The count of lines below that include the string "edge" is the whole answer.
(DATASET RECORDS)
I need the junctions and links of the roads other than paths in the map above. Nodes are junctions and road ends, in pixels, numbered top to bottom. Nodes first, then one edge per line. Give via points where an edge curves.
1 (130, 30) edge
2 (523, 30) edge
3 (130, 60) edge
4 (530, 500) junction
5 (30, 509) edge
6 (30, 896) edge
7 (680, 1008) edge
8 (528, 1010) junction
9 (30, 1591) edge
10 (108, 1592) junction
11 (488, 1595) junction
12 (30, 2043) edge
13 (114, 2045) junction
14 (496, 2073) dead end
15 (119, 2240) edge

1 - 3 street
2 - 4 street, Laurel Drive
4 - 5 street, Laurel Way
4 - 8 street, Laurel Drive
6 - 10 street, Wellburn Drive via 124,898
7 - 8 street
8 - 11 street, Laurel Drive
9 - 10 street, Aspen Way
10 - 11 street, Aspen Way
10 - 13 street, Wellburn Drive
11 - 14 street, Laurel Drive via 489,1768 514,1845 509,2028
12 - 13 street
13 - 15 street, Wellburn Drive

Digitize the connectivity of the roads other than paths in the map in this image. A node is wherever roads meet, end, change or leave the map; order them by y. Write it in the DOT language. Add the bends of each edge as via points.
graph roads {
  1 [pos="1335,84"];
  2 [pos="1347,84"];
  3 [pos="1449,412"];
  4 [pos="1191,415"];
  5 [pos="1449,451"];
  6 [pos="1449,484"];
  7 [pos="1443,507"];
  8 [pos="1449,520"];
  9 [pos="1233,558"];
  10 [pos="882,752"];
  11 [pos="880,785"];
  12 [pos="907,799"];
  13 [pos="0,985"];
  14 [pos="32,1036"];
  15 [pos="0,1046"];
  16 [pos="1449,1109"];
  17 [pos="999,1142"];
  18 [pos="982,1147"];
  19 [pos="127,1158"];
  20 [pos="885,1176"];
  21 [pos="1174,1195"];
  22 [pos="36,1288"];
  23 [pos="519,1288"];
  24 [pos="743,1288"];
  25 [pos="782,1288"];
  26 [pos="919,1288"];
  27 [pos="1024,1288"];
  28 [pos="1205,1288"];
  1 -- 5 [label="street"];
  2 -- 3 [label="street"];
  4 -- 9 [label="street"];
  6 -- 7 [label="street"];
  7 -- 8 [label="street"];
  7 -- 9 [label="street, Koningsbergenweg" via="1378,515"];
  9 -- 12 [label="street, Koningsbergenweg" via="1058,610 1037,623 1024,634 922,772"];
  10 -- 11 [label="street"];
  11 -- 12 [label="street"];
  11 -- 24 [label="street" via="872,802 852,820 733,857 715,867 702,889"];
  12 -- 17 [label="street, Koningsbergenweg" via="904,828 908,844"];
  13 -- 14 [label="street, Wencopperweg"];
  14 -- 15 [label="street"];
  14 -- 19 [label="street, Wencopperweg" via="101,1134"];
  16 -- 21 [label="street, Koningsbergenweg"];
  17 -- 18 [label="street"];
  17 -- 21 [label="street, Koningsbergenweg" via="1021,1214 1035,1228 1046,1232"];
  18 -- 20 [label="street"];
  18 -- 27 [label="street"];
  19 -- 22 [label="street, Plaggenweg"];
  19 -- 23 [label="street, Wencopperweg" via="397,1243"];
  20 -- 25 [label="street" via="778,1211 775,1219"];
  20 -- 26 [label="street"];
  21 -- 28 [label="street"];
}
(End DATASET RECORDS)
OUTPUT FOR THIS TASK
11